Having the user agent describe its capabilities in every request can be both very inefficient (given that only a small percentage of responses have multiple representations) and a potential violation of the user's privacy.
It complicates the implementation of an origin server and the algorithms for generating responses to a request.
It may limit a public cache's ability to use the same response for multiple user's requests.
HTTP/1.1 includes the following request-header fields for enabling server-driven negotiation through description of user agent capabilities and user preferences: Accept (Section 14.1), Accept- Charset (Section 14.2), Accept-Encoding (Section 14.3), Accept- Language (Section 14.4), and User-Agent (Section 14.43).
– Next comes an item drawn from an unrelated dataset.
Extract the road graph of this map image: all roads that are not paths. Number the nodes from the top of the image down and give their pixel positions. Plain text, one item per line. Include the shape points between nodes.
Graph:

However, an origin server is not limited to these dimensions and MAY vary the response based on any aspect of the request, including information outside the request-header fields or within extension header fields not defined by this specification.
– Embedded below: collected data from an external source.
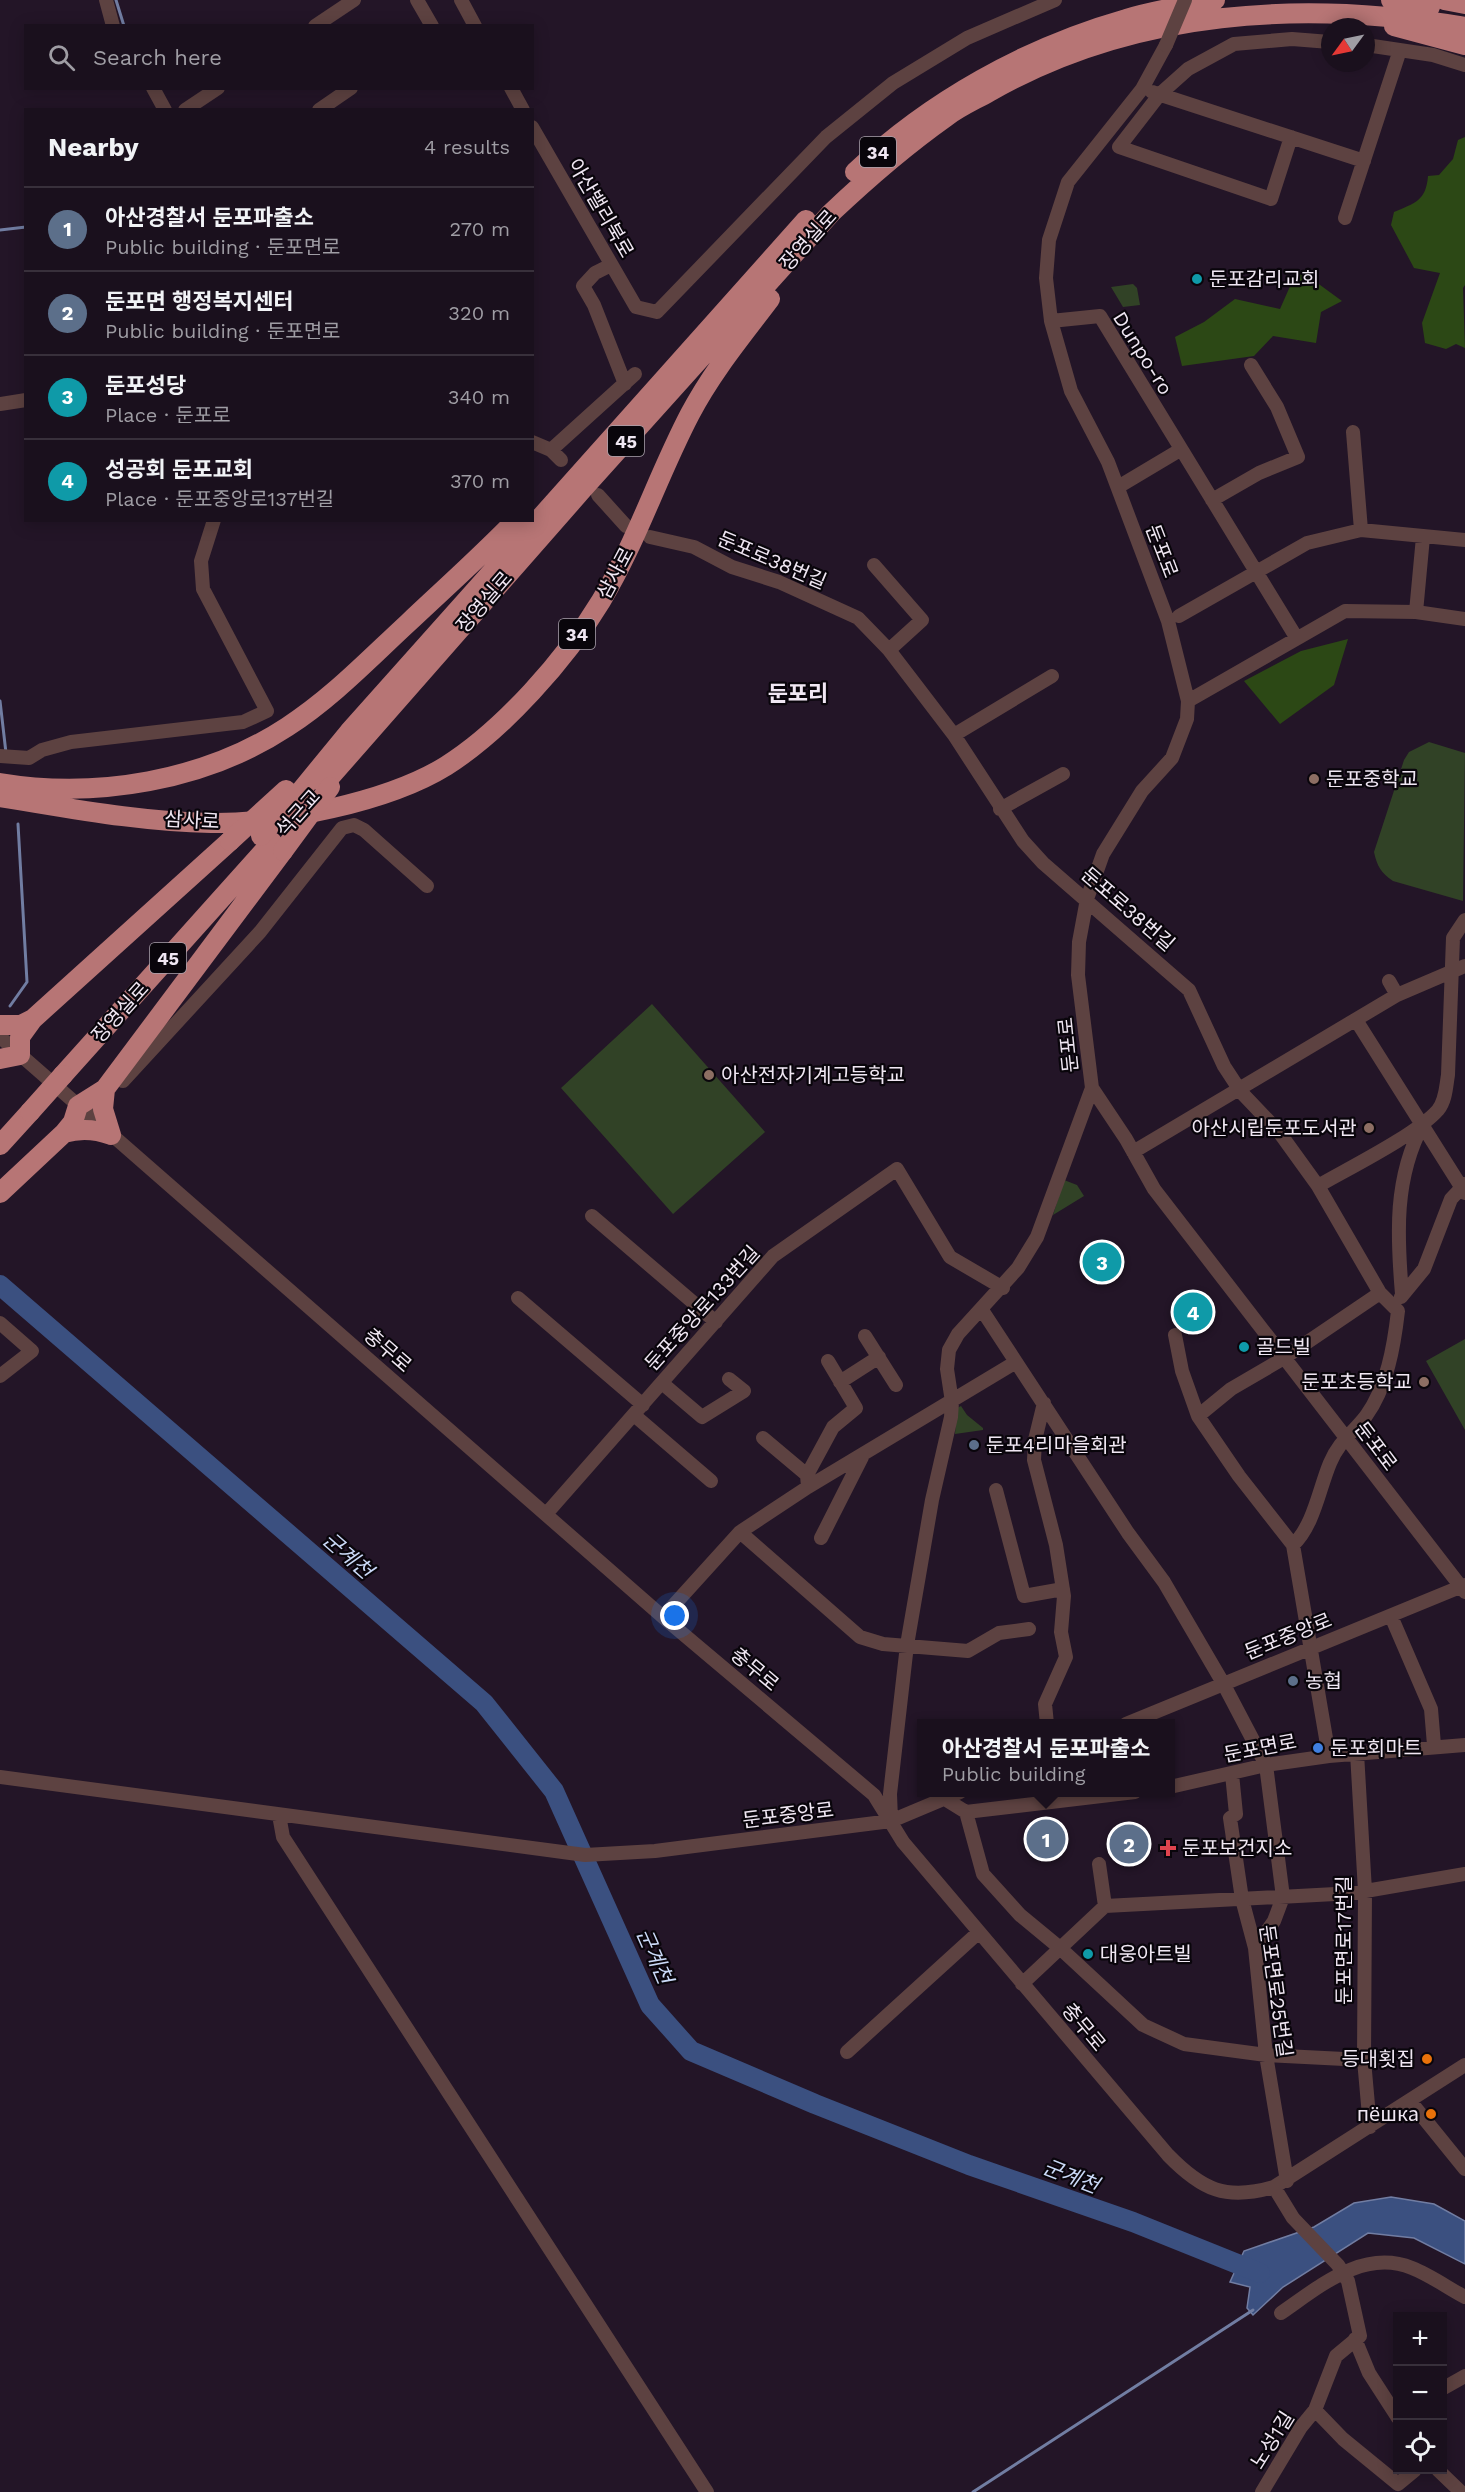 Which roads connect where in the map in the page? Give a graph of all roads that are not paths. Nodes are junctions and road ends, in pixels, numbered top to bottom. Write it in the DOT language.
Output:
graph roads {
  1 [pos="106,0"];
  2 [pos="354,0"];
  3 [pos="417,0"];
  4 [pos="460,0"];
  5 [pos="1055,0"];
  6 [pos="1185,0"];
  7 [pos="1215,0"];
  8 [pos="1391,0"];
  9 [pos="1444,0"];
  10 [pos="1465,4"];
  11 [pos="1282,8"];
  12 [pos="1465,14"];
  13 [pos="112,24"];
  14 [pos="318,24"];
  15 [pos="431,24"];
  16 [pos="474,24"];
  17 [pos="1465,27"];
  18 [pos="1321,41"];
  19 [pos="1465,45"];
  20 [pos="1375,46"];
  21 [pos="1400,50"];
  22 [pos="1465,65"];
  23 [pos="1142,89"];
  24 [pos="154,90"];
  25 [pos="215,90"];
  26 [pos="348,90"];
  27 [pos="512,90"];
  28 [pos="1160,94"];
  29 [pos="164,108"];
  30 [pos="188,108"];
  31 [pos="322,108"];
  32 [pos="522,108"];
  33 [pos="947,116"];
  34 [pos="534,130"];
  35 [pos="1291,137"];
  36 [pos="1364,161"];
  37 [pos="1345,218"];
  38 [pos="611,265"];
  39 [pos="1052,321"];
  40 [pos="1251,365"];
  41 [pos="24,400"];
  42 [pos="0,404"];
  43 [pos="621,426"];
  44 [pos="1353,432"];
  45 [pos="534,443"];
  46 [pos="1180,450"];
  47 [pos="1123,484"];
  48 [pos="598,495"];
  49 [pos="1212,501"];
  50 [pos="534,502"];
  51 [pos="213,522"];
  52 [pos="514,522"];
  53 [pos="626,526"];
  54 [pos="1361,530"];
  55 [pos="650,537"];
  56 [pos="1423,537"];
  57 [pos="1465,540"];
  58 [pos="874,565"];
  59 [pos="1256,572"];
  60 [pos="1416,612"];
  61 [pos="1179,616"];
  62 [pos="1465,619"];
  63 [pos="1296,638"];
  64 [pos="889,650"];
  65 [pos="1052,676"];
  66 [pos="1188,701"];
  67 [pos="954,735"];
  68 [pos="0,756"];
  69 [pos="1063,774"];
  70 [pos="0,783"];
  71 [pos="327,785"];
  72 [pos="292,792"];
  73 [pos="0,797"];
  74 [pos="1000,809"];
  75 [pos="272,843"];
  76 [pos="427,886"];
  77 [pos="1087,899"];
  78 [pos="1465,920"];
  79 [pos="1459,969"];
  80 [pos="1389,981"];
  81 [pos="1396,995"];
  82 [pos="33,1019"];
  83 [pos="1356,1020"];
  84 [pos="0,1025"];
  85 [pos="0,1036"];
  86 [pos="20,1054"];
  87 [pos="0,1059"];
  88 [pos="1092,1088"];
  89 [pos="1239,1089"];
  90 [pos="105,1094"];
  91 [pos="78,1106"];
  92 [pos="26,1107"];
  93 [pos="1423,1124"];
  94 [pos="0,1126"];
  95 [pos="64,1133"];
  96 [pos="111,1135"];
  97 [pos="0,1145"];
  98 [pos="1133,1152"];
  99 [pos="1318,1186"];
  100 [pos="1464,1188"];
  101 [pos="0,1193"];
  102 [pos="592,1216"];
  103 [pos="1003,1288"];
  104 [pos="1380,1293"];
  105 [pos="1402,1294"];
  106 [pos="518,1298"];
  107 [pos="982,1310"];
  108 [pos="1398,1311"];
  109 [pos="716,1322"];
  110 [pos="0,1323"];
  111 [pos="1175,1335"];
  112 [pos="865,1336"];
  113 [pos="879,1358"];
  114 [pos="1284,1358"];
  115 [pos="828,1361"];
  116 [pos="1016,1362"];
  117 [pos="0,1376"];
  118 [pos="729,1379"];
  119 [pos="840,1382"];
  120 [pos="662,1383"];
  121 [pos="896,1385"];
  122 [pos="952,1402"];
  123 [pos="1044,1403"];
  124 [pos="638,1410"];
  125 [pos="1197,1416"];
  126 [pos="1344,1437"];
  127 [pos="764,1438"];
  128 [pos="863,1454"];
  129 [pos="711,1481"];
  130 [pos="808,1481"];
  131 [pos="996,1490"];
  132 [pos="547,1513"];
  133 [pos="740,1532"];
  134 [pos="821,1538"];
  135 [pos="1293,1545"];
  136 [pos="1463,1588"];
  137 [pos="1063,1589"];
  138 [pos="1391,1616"];
  139 [pos="663,1617"];
  140 [pos="1029,1629"];
  141 [pos="907,1645"];
  142 [pos="1312,1648"];
  143 [pos="1223,1683"];
  144 [pos="1046,1719"];
  145 [pos="1138,1719"];
  146 [pos="1434,1745"];
  147 [pos="1465,1745"];
  148 [pos="1357,1753"];
  149 [pos="1329,1756"];
  150 [pos="1266,1765"];
  151 [pos="1232,1773"];
  152 [pos="0,1778"];
  153 [pos="1175,1786"];
  154 [pos="949,1797"];
  155 [pos="1093,1797"];
  156 [pos="945,1799"];
  157 [pos="966,1812"];
  158 [pos="279,1815"];
  159 [pos="891,1821"];
  160 [pos="1099,1864"];
  161 [pos="1465,1874"];
  162 [pos="1365,1891"];
  163 [pos="1283,1897"];
  164 [pos="1242,1899"];
  165 [pos="1104,1906"];
  166 [pos="979,1932"];
  167 [pos="1060,1948"];
  168 [pos="1255,1948"];
  169 [pos="1022,1984"];
  170 [pos="847,2052"];
  171 [pos="1266,2055"];
  172 [pos="1364,2060"];
  173 [pos="1465,2065"];
  174 [pos="1410,2101"];
  175 [pos="1370,2127"];
  176 [pos="1465,2169"];
  177 [pos="1281,2184"];
  178 [pos="1341,2269"];
  179 [pos="1465,2297"];
  180 [pos="1281,2313"];
  181 [pos="1355,2339"];
  182 [pos="1465,2376"];
  183 [pos="1447,2387"];
  184 [pos="1393,2398"];
  185 [pos="1315,2410"];
  186 [pos="1409,2474"];
  187 [pos="1443,2474"];
  188 [pos="707,2492"];
  189 [pos="1262,2492"];
  190 [pos="1461,2492"];
  1 -- 13 [label="street"];
  2 -- 14 [label="street"];
  3 -- 15 [label="street"];
  4 -- 16 [label="street"];
  5 -- 38 [label="street, 아산밸리북로"];
  6 -- 23 [label="street, 둔포로, bridge"];
  7 -- 43 [label="highway, 장영실로 / 34"];
  8 -- 12 [label="highway"];
  9 -- 10 [label="highway"];
  11 -- 17 [label="highway, 장영실로 / 34"];
  11 -- 19 [label="highway"];
  11 -- 33 [label="highway, 장영실로 / 34"];
  18 -- 28 [label="street"];
  20 -- 21 [label="street"];
  21 -- 22 [label="street"];
  21 -- 36 [label="street"];
  23 -- 28 [label="street"];
  23 -- 39 [label="street, 둔포로"];
  24 -- 29 [label="street"];
  25 -- 30 [label="street"];
  26 -- 31 [label="street"];
  27 -- 32 [label="street"];
  28 -- 35 [label="street"];
  28 -- 35 [label="street"];
  33 -- 71 [label="highway, 장영실로 / 45"];
  33 -- 73 [label="highway, 삼사로 / 34"];
  34 -- 38 [label="street, 아산밸리북로"];
  35 -- 36 [label="street"];
  36 -- 37 [label="street"];
  38 -- 45 [label="street"];
  39 -- 46 [label="street, Dunpo-ro"];
  39 -- 66 [label="street, 둔포로"];
  40 -- 49 [label="street"];
  41 -- 42 [label="street"];
  43 -- 50 [label="highway, 34"];
  43 -- 72 [label="highway, 장영실로 / 45"];
  44 -- 54 [label="street"];
  46 -- 47 [label="street"];
  46 -- 49 [label="street, Dunpo-ro"];
  48 -- 53 [label="street"];
  49 -- 59 [label="street, Dunpo-ro"];
  51 -- 68 [label="street"];
  52 -- 70 [label="highway"];
  54 -- 56 [label="street"];
  54 -- 59 [label="street"];
  55 -- 64 [label="street, 둔포로38번길"];
  56 -- 57 [label="street"];
  56 -- 60 [label="street"];
  58 -- 64 [label="street"];
  59 -- 61 [label="street"];
  59 -- 63 [label="street, Dunpo-ro"];
  60 -- 62 [label="street"];
  60 -- 63 [label="street"];
  63 -- 66 [label="street"];
  64 -- 67 [label="street, 둔포로38번길"];
  65 -- 67 [label="street"];
  66 -- 77 [label="street, 둔포로"];
  67 -- 74 [label="street, 둔포로38번길"];
  69 -- 74 [label="street"];
  71 -- 75 [label="highway, 석근교 / 45"];
  72 -- 75 [label="highway, 석근교 / 45, bridge"];
  72 -- 82 [label="highway, bridge"];
  74 -- 77 [label="street, 둔포로38번길"];
  75 -- 90 [label="highway"];
  75 -- 92 [label="highway, 장영실로 / 45"];
  76 -- 90 [label="street"];
  77 -- 88 [label="street, 둔포로"];
  77 -- 89 [label="street, 둔포로38번길"];
  78 -- 79 [label="street"];
  79 -- 81 [label="street"];
  79 -- 93 [label="street"];
  80 -- 81 [label="street"];
  81 -- 83 [label="street"];
  82 -- 84 [label="highway"];
  82 -- 86 [label="highway"];
  83 -- 89 [label="street"];
  83 -- 93 [label="street"];
  85 -- 86 [label="street, 충무로"];
  86 -- 87 [label="highway"];
  86 -- 91 [label="street, 충무로"];
  88 -- 98 [label="street, 둔포로"];
  88 -- 103 [label="street, 둔포로"];
  89 -- 98 [label="street"];
  89 -- 99 [label="street, 둔포로38번길"];
  90 -- 91 [label="highway"];
  90 -- 96 [label="highway"];
  91 -- 95 [label="highway"];
  91 -- 96 [label="street, 충무로"];
  92 -- 94 [label="highway, 45"];
  92 -- 97 [label="highway, 45"];
  93 -- 99 [label="street"];
  93 -- 100 [label="street"];
  93 -- 105 [label="street"];
  95 -- 96 [label="highway"];
  95 -- 101 [label="highway"];
  96 -- 132 [label="street, 충무로"];
  98 -- 114 [label="street, 둔포로"];
  99 -- 104 [label="street, 둔포로38번길"];
  100 -- 105 [label="street"];
  102 -- 109 [label="street"];
  103 -- 107 [label="street, 둔포로"];
  103 -- 109 [label="street, 둔포중앙로133번길"];
  104 -- 108 [label="street, 둔포로38번길"];
  104 -- 114 [label="street"];
  105 -- 108 [label="street"];
  106 -- 124 [label="street"];
  107 -- 116 [label="street"];
  107 -- 122 [label="street, 둔포로"];
  108 -- 126 [label="street"];
  109 -- 120 [label="street, 둔포중앙로133번길"];
  110 -- 117 [label="street"];
  111 -- 125 [label="street"];
  112 -- 113 [label="street"];
  113 -- 119 [label="street"];
  113 -- 121 [label="street"];
  114 -- 125 [label="street"];
  114 -- 126 [label="street, 둔포로"];
  115 -- 119 [label="street"];
  116 -- 122 [label="street"];
  116 -- 123 [label="street"];
  118 -- 120 [label="street"];
  119 -- 130 [label="street"];
  120 -- 124 [label="street, 둔포중앙로133번길"];
  122 -- 128 [label="street"];
  122 -- 141 [label="street, 둔포로"];
  123 -- 137 [label="street"];
  123 -- 143 [label="street"];
  124 -- 129 [label="street"];
  124 -- 132 [label="street, 둔포중앙로133번길"];
  125 -- 135 [label="street"];
  126 -- 135 [label="street"];
  126 -- 136 [label="street, 둔포로"];
  127 -- 130 [label="street"];
  128 -- 130 [label="street"];
  128 -- 134 [label="street"];
  130 -- 133 [label="street"];
  131 -- 137 [label="street"];
  132 -- 139 [label="street, 충무로"];
  133 -- 139 [label="street"];
  133 -- 141 [label="street"];
  135 -- 142 [label="street"];
  136 -- 138 [label="street, 둔포중앙로"];
  137 -- 144 [label="street"];
  138 -- 142 [label="street, 둔포중앙로"];
  138 -- 146 [label="street"];
  139 -- 159 [label="street, 충무로"];
  140 -- 141 [label="street"];
  141 -- 159 [label="street, 둔포로"];
  142 -- 143 [label="street, 둔포중앙로"];
  142 -- 149 [label="street"];
  143 -- 145 [label="street, 둔포중앙로"];
  143 -- 150 [label="street"];
  146 -- 147 [label="street, 둔포면로"];
  146 -- 148 [label="street, 둔포면로"];
  148 -- 149 [label="street, 둔포면로"];
  148 -- 162 [label="street, 둔포면로17번길"];
  149 -- 150 [label="street, 둔포면로"];
  150 -- 151 [label="street, 둔포면로"];
  150 -- 163 [label="street"];
  151 -- 153 [label="street, 둔포면로"];
  151 -- 164 [label="street, 둔포면로25번길"];
  152 -- 158 [label="street, 둔포중앙로"];
  154 -- 156 [label="street, 둔포중앙로"];
  155 -- 157 [label="street"];
  156 -- 157 [label="street"];
  156 -- 159 [label="street, 둔포중앙로"];
  157 -- 167 [label="street"];
  158 -- 159 [label="street, 둔포중앙로"];
  158 -- 188 [label="street"];
  159 -- 166 [label="street, 충무로"];
  160 -- 165 [label="street"];
  161 -- 162 [label="street"];
  162 -- 163 [label="street"];
  162 -- 172 [label="street, 둔포면로17번길"];
  163 -- 164 [label="street"];
  163 -- 168 [label="street"];
  164 -- 165 [label="street"];
  164 -- 168 [label="street, 둔포면로25번길"];
  165 -- 167 [label="street"];
  166 -- 169 [label="street, 충무로"];
  166 -- 170 [label="street"];
  167 -- 169 [label="street"];
  167 -- 171 [label="street"];
  168 -- 171 [label="street, 둔포면로25번길"];
  169 -- 177 [label="street, 충무로"];
  171 -- 172 [label="street"];
  171 -- 177 [label="street, 둔포면로25번길"];
  172 -- 175 [label="street, 둔포면로17번길"];
  173 -- 174 [label="street, 충무로"];
  174 -- 175 [label="street, 충무로"];
  174 -- 176 [label="street"];
  175 -- 177 [label="street, 충무로"];
  177 -- 178 [label="street"];
  178 -- 179 [label="street"];
  178 -- 180 [label="street"];
  178 -- 181 [label="street"];
  181 -- 184 [label="street"];
  181 -- 185 [label="street, 노성1길"];
  182 -- 183 [label="street"];
  185 -- 186 [label="street, 노성1길"];
  185 -- 189 [label="street, 노성1길"];
  187 -- 190 [label="street"];
}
The Vary header field can be used to express the parameters the server uses to select a representation that is subject to server- driven negotiation. See Section 13.6 for use of the Vary header field by caches and Section 14.44 for use of the Vary header field by servers.
12.2 Agent-driven Negotiation
With agent-driven negotiation, selection of the best representation for a response is performed by the user agent after receiving an initial response from the origin server. Selection is based on a list of the available representations of the response included within the header fields or entity-body of the initial response, with each representation identified by its own URI. Selection from among the representations may be performed automatically (if the user agent is capable of doing so) or manually by the user selecting from a generated (possibly hypertext) menu.
Agent-driven negotiation is advantageous when the response would vary over commonly-used dimensions (such as type, language, or encoding), when the origin server is unable to determine a user agent's capabilities from examining the request, and generally when public caches are used to distribute server load and reduce network usage.
Agent-driven negotiation suffers from the disadvantage of needing a second request to obtain the best alternate representation. This second request is only efficient when caching is used. In addition, this specification does not define any mechanism for supporting automatic selection, though it also does not prevent any such mechanism from being developed as an extension and used within HTTP/1.1.
HTTP/1.1 defines the 300 (Multiple Choices) and 406 (Not Acceptable) status codes for enabling agent-driven negotiation when the server is unwilling or unable to provide a varying response using server-driven negotiation.
12.3 Transparent Negotiation
Transparent negotiation is a combination of both server-driven and agent-driven negotiation. When a cache is supplied with a form of the list of available representations of the response (as in agent-driven negotiation) and the dimensions of variance are completely understood by the cache, then the cache becomes capable of performing server- driven negotiation on behalf of the origin server for subsequent requests on that resource.
Transparent negotiation has the advantage of distributing the negotiation work that would otherwise be required of the origin server and also removing the second request delay of agent-driven negotiation when the cache is able to correctly guess the right response.
This specification does not define any mechanism for transparent negotiation, though it also does not prevent any such mechanism from being developed as an extension that could be used within HTTP/1.1.